Il terzo – e più articolato – profilo investe la pretesa responsabilità del committente per fatto dell’impresa appaltatrice. Qui il Tribunale applica in modo puntuale la griglia elaborata dalla Cassazione, Sez. III, n. 23442/2018 e conferma da Cass. civ., Sez. III, n. 11857/2025 e Cass. civ., Sez. VI, n. 41507/2021: dall’istruttoria emergeva che l’amministrazione aveva messo a disposizione dell’impresa tre aree alternative, lasciando interamente a quest’ultima la scelta del sito e la gestione delle modalità di stoccaggio. Le deposizioni testimoniali avevano confermato che le indicazioni operative provenivano esclusivamente dal personale dell’impresa; il muletto militare utilizzato durante le operazioni di scarico agiva su richiesta e secondo le direttive dell’appaltatrice stessa.

Ne discende, per il giudice leccese, che l’indicazione preventiva di più siti disponibili non equivale all’impartizione di ordini specifici né integra quella concreta ingerenza richiesta per configurare la responsabilità del committente. Non si era verificata alcuna delle tre condizioni tipizzate dalla giurisprudenza: né ingerenza con direttive causalmente rilevanti, né riduzione dell’appaltatore a nudus minister, né culpa in eligendo per affidamento a impresa inadeguata.

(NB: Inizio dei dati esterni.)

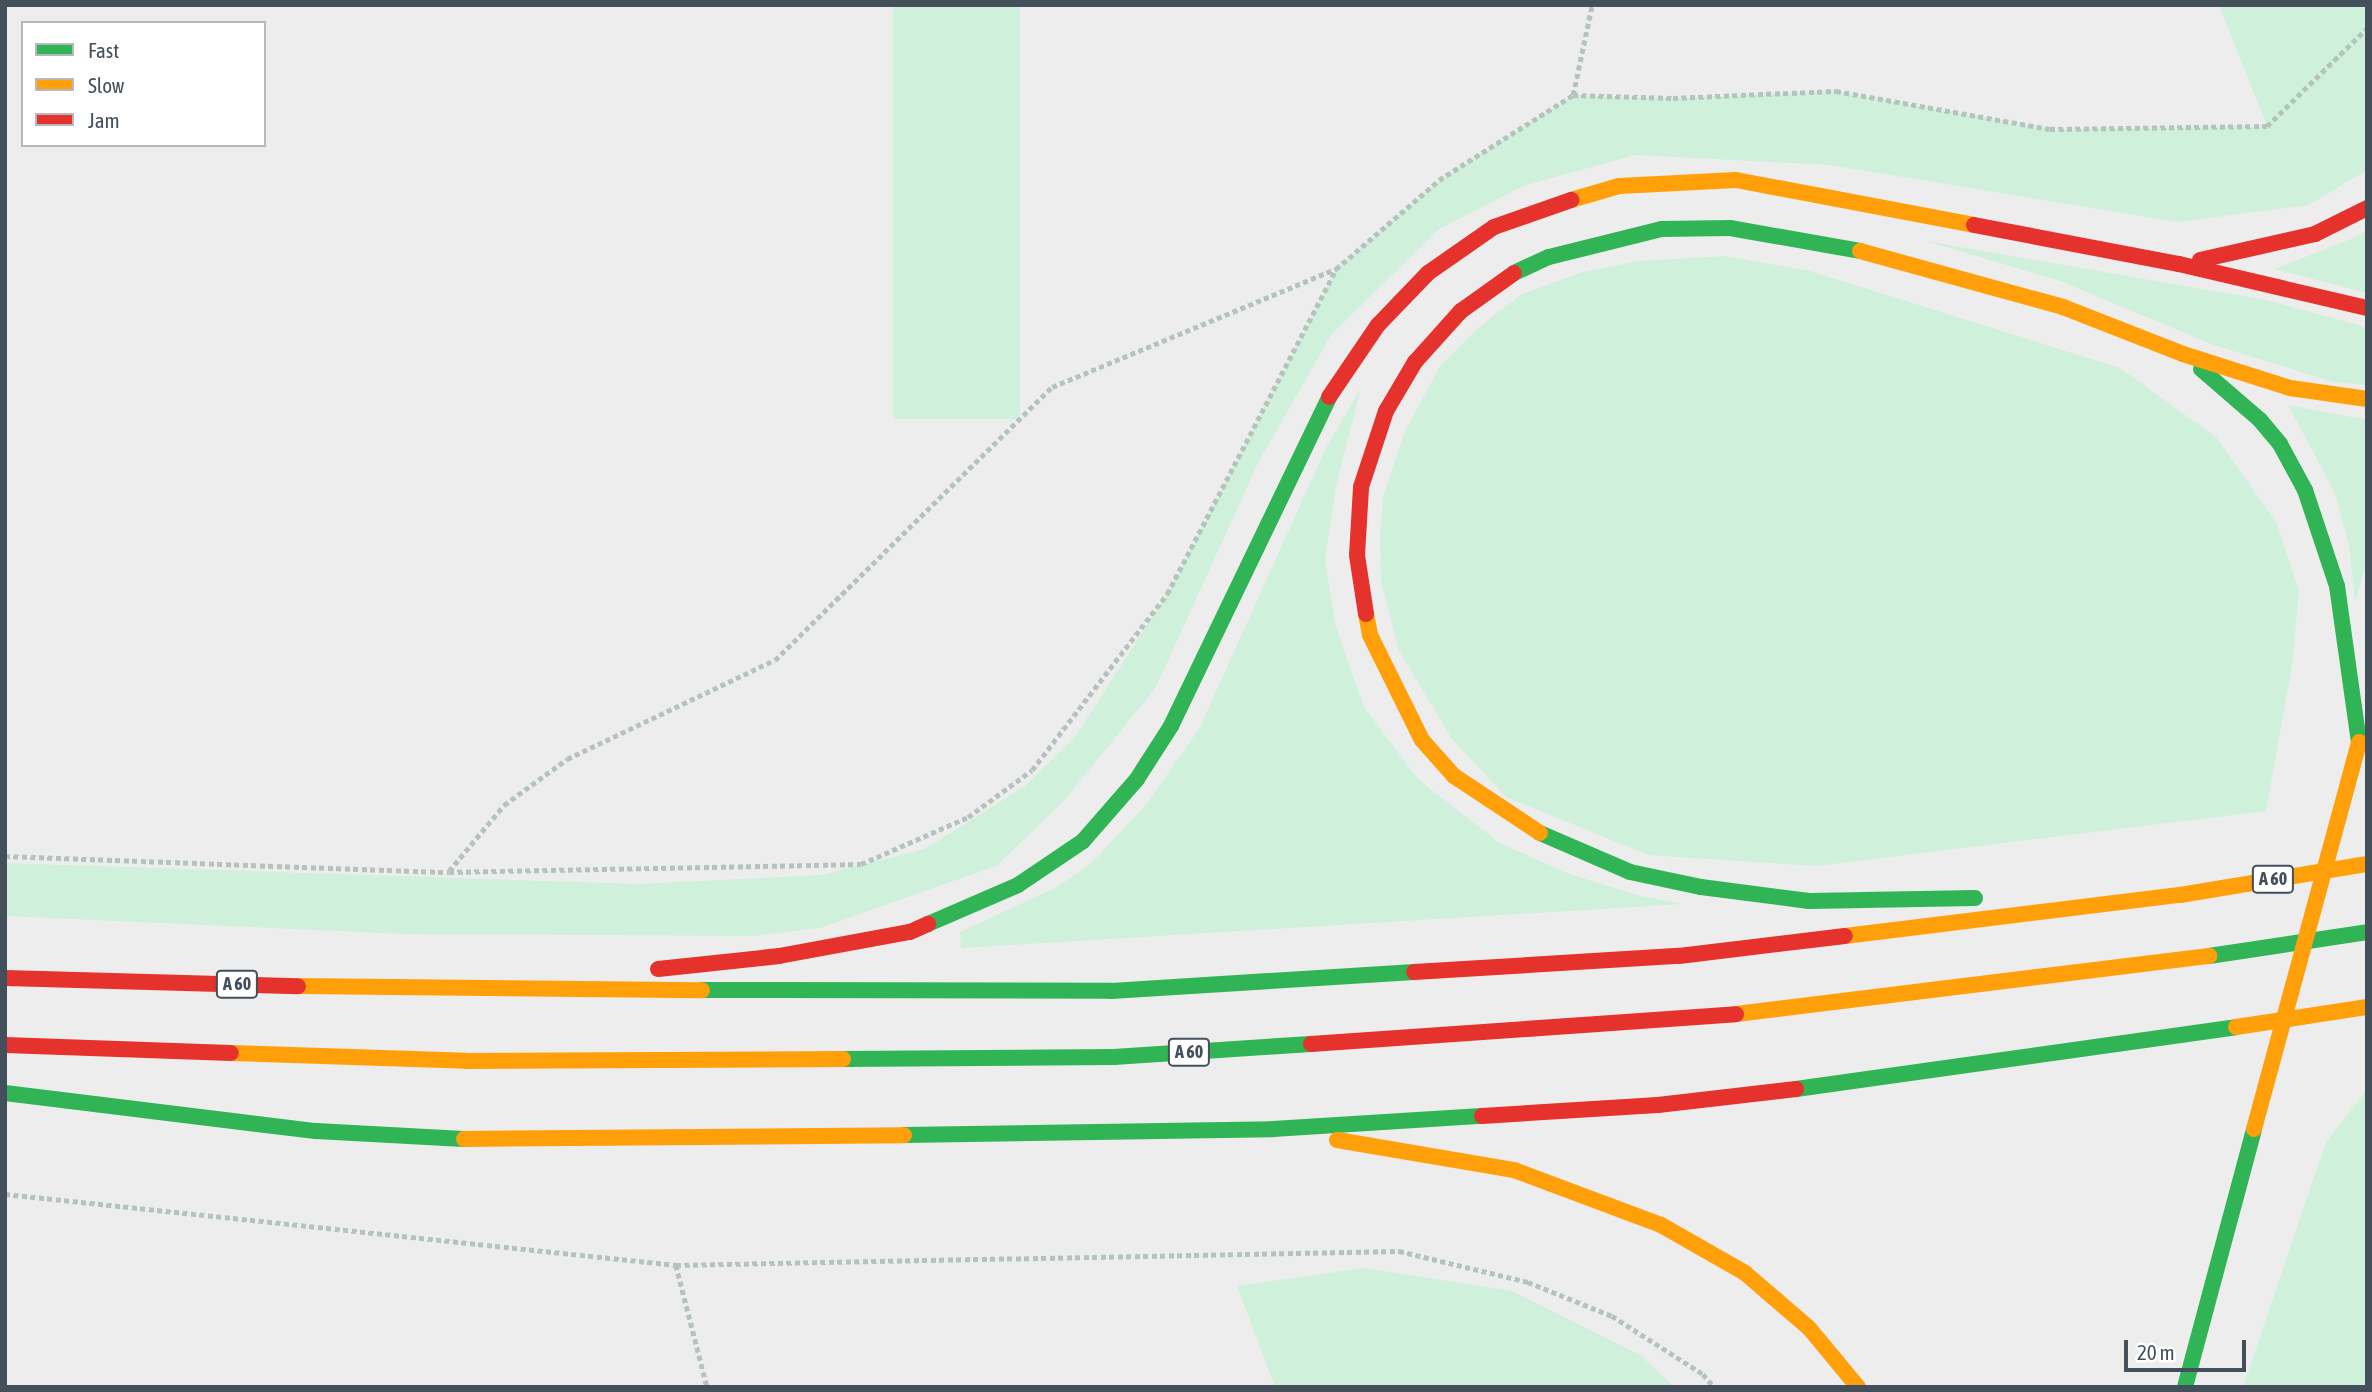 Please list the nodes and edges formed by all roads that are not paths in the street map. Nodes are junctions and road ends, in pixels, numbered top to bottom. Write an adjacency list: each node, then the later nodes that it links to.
1 (2367, 208): 2 (main road)
2 (2179, 264): 3 (main road); 14 (main road)
3 (2367, 308)
4 (2183, 354): 5 (main road); 7 (main road); 10 (main road)
5 (2367, 399)
6 (2367, 715): 7 (main road)
7 (2359, 742): 20 (main road, bridge)
8 (2367, 864): 9 (main road, A 60)
9 (2180, 895): 11 (main road); 14 (main road, A 60)
10 (1988, 898)
11 (2015, 898)
12 (2367, 932): 16 (main road, A 60)
13 (5, 978): 14 (main road, A 60)
14 (468, 990)
15 (2367, 1007): 18 (main road)
16 (5, 1045)
17 (5, 1093): 18 (main road)
18 (1273, 1129): 19 (main road)
19 (1858, 1387)
20 (2185, 1387)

La pronuncia affronta infine e respinge anche i richiami all’art. 2087 c.c.. e all’art. 2051 c.c.., entrambi estranei all’ambito oggettivo della responsabilità azionata nel giudizio originario dai congiunti della vittima, che avevano espressamente ricondotto la propria pretesa al solo ambito extracontrattuale. Le spese del giudizio, liquidate secondo i parametri minimi del d.m. n. 55/2014, sono state poste a carico della compagnia assicurativa soccombente.

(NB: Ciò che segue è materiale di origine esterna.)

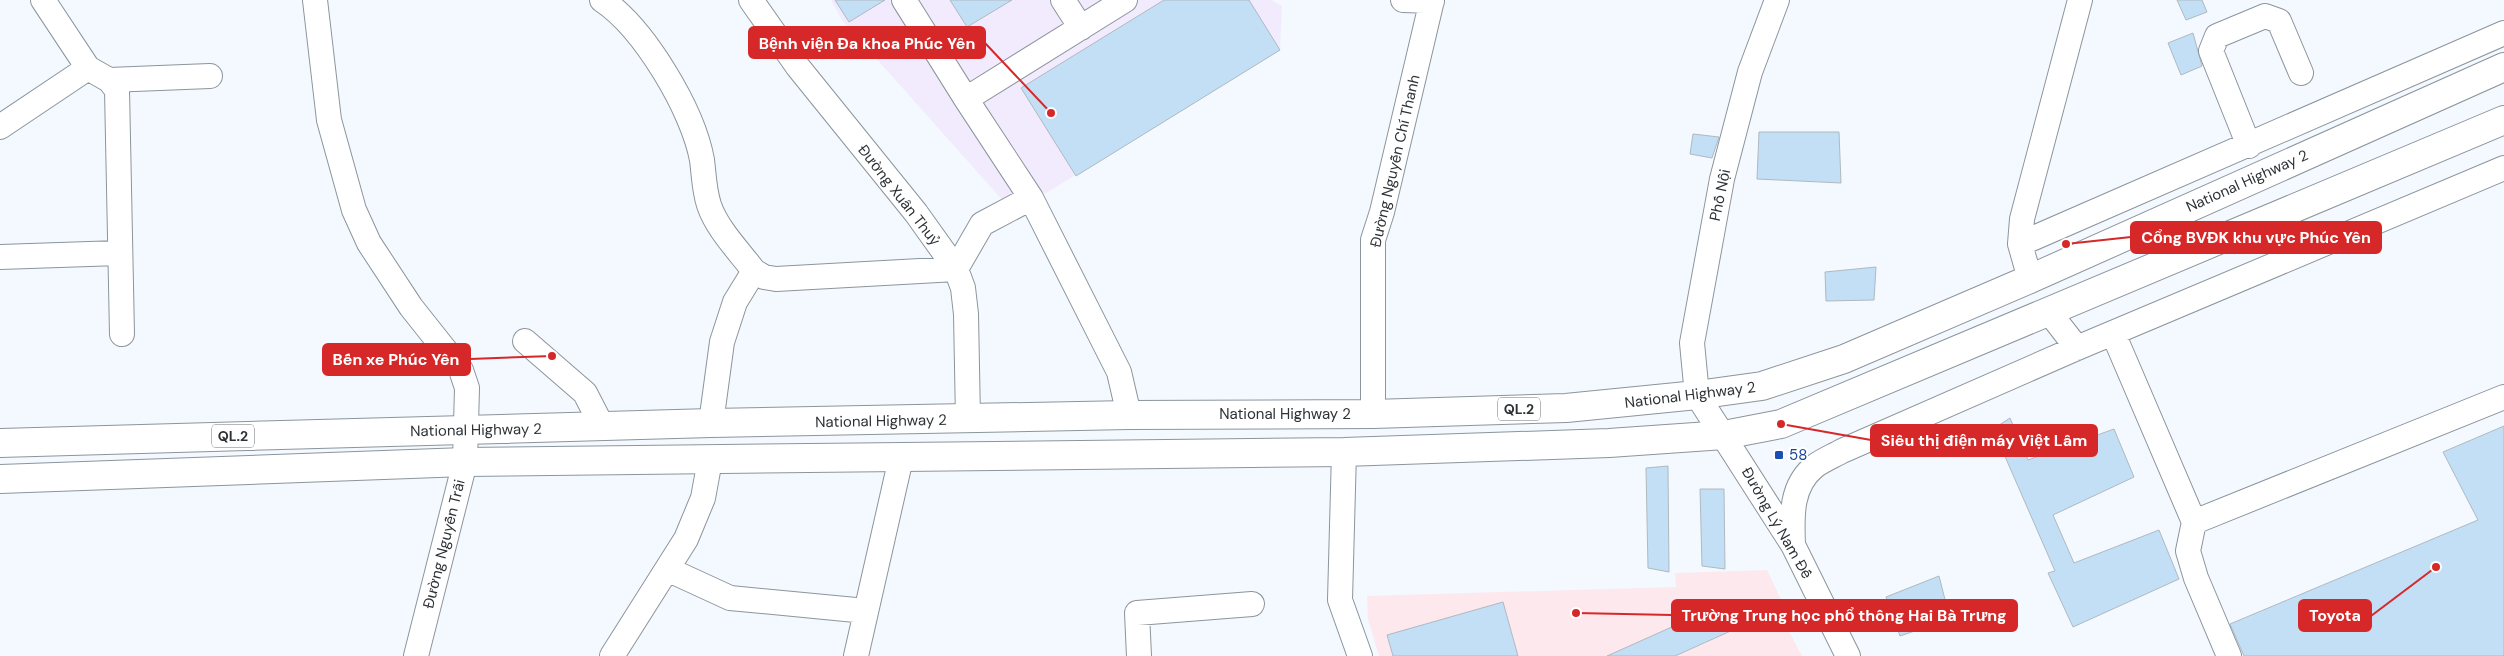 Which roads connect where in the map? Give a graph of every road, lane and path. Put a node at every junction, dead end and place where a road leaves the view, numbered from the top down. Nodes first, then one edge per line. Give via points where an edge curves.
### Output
1 (43, 0) edge
2 (315, 0) edge
3 (602, 0) edge
4 (751, 0) edge
5 (904, 0) edge
6 (1063, 0) edge
7 (1403, 0) edge
8 (1777, 0) edge
9 (2080, 0) edge
10 (1121, 1) edge
11 (1432, 1) edge
12 (1081, 28) junction
13 (2504, 33) edge
14 (2504, 67) edge
15 (88, 68) junction
16 (2300, 73) dead end
17 (210, 76) dead end
18 (109, 80) junction
19 (966, 99) junction
20 (2504, 120) edge
21 (0, 127) edge
22 (2249, 146) junction
23 (2504, 168) edge
24 (1031, 198) junction
25 (2020, 244) junction
26 (119, 252) junction
27 (0, 257) edge
28 (956, 269) junction
29 (754, 271) junction
30 (2030, 279) junction
31 (2049, 312) junction
32 (2112, 333) junction
33 (122, 334) dead end
34 (525, 341) dead end
35 (2077, 348) junction
36 (1697, 395) junction
37 (2504, 397) edge
38 (1373, 414) junction
39 (1129, 415) junction
40 (968, 419) junction
41 (711, 423) junction
42 (602, 426) junction
43 (466, 430) junction
44 (1724, 435) junction
45 (0, 443) edge
46 (1344, 452) junction
47 (1130, 455) junction
48 (901, 458) junction
49 (710, 460) junction
50 (465, 462) junction
51 (0, 479) edge
52 (2194, 522) junction
53 (1793, 545) junction
54 (667, 569) junction
55 (1252, 604) dead end
56 (866, 611) junction
57 (416, 656) edge
58 (612, 656) edge
59 (856, 656) edge
60 (1139, 656) edge
61 (1360, 656) edge
62 (1848, 656) edge
63 (2229, 656) edge

1 - 15 street
2 - 43 street, Đường Nguyễn Trãi via 329,120 354,210 369,243 411,307 461,370 467,388
3 - 29 street via 636,30 660,66 695,136 709,206
4 - 28 street, Đường Xuân Thuỷ via 798,68 916,213
5 - 19 street
6 - 12 street
7 - 11 street
8 - 36 street, Phố Nội via 1750,72 1722,179 1692,343
9 - 25 street via 2022,219
10 - 12 street
11 - 38 street, Đường Nguyễn Chí Thanh via 1374,240
12 - 19 street
13 - 22 street
14 - 30 highway, National Highway 2 / QL.2
15 - 18 street
15 - 21 street
16 - 22 street via 2279,21 2272,17 2265,16 2216,36 2211,51
17 - 18 street
18 - 26 street via 117,90 118,106
19 - 24 street
20 - 31 highway, QL.2
22 - 25 street
23 - 32 street
24 - 28 street via 982,224
24 - 39 street via 1119,372
25 - 30 street
26 - 27 street
26 - 33 street
28 - 29 street via 776,279
28 - 40 street, Đường Xuân Thuỷ via 963,288 966,314
29 - 41 street via 735,302 722,342
30 - 31 highway
30 - 36 highway, National Highway 2 / QL.2 via 1844,359 1762,386
31 - 35 street
31 - 44 highway, QL.2 via 1780,424
32 - 35 street
32 - 52 street
34 - 42 street via 585,392
35 - 53 street via 1842,451 1814,467 1797,488 1792,511
36 - 38 highway, National Highway 2 / QL.2 via 1566,408
36 - 44 street, Đường Lý Nam Đế
37 - 52 street
38 - 39 highway, National Highway 2 / QL.2
39 - 40 highway, National Highway 2 / QL.2
39 - 47 highway
40 - 41 highway, National Highway 2 / QL.2
41 - 42 highway, National Highway 2 / QL.2
42 - 43 highway, National Highway 2 / QL.2
43 - 45 highway, National Highway 2 / QL.2
43 - 50 street, Đường Nguyễn Trãi
44 - 46 highway, QL.2 via 1609,443
44 - 53 street, Đường Lý Nam Đế
46 - 47 highway, QL.2
46 - 61 street via 1340,600
47 - 48 highway, QL.2
48 - 49 highway, QL.2
48 - 56 street
49 - 50 highway, QL.2
49 - 54 street via 703,498 686,539
50 - 51 highway, QL.2
50 - 57 street, Đường Nguyễn Trãi
52 - 63 street via 2188,551
53 - 62 street, Đường Lý Nam Đế
54 - 56 street via 730,598
54 - 58 street
55 - 60 street via 1137,614
56 - 59 street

Per i professionisti del foro la sentenza ribadisce una lezione operativa che non si può ignorare: chi agisce in regresso per conto dell’assicuratore deve costruire la propria domanda entro il perimetro tracciato dall’azione originaria dei danneggiati e, soprattutto, deve allegare e provare in modo puntuale gli elementi costitutivi dell’illecito – la condotta colposa specificamente individuata, il nesso causale, la regola cautelare violata – non potendo affidarsi a enunciazioni astratte della posizione di garanzia del committente o a mere ricostruzioni descrittive dell’assetto organizzativo del cantiere.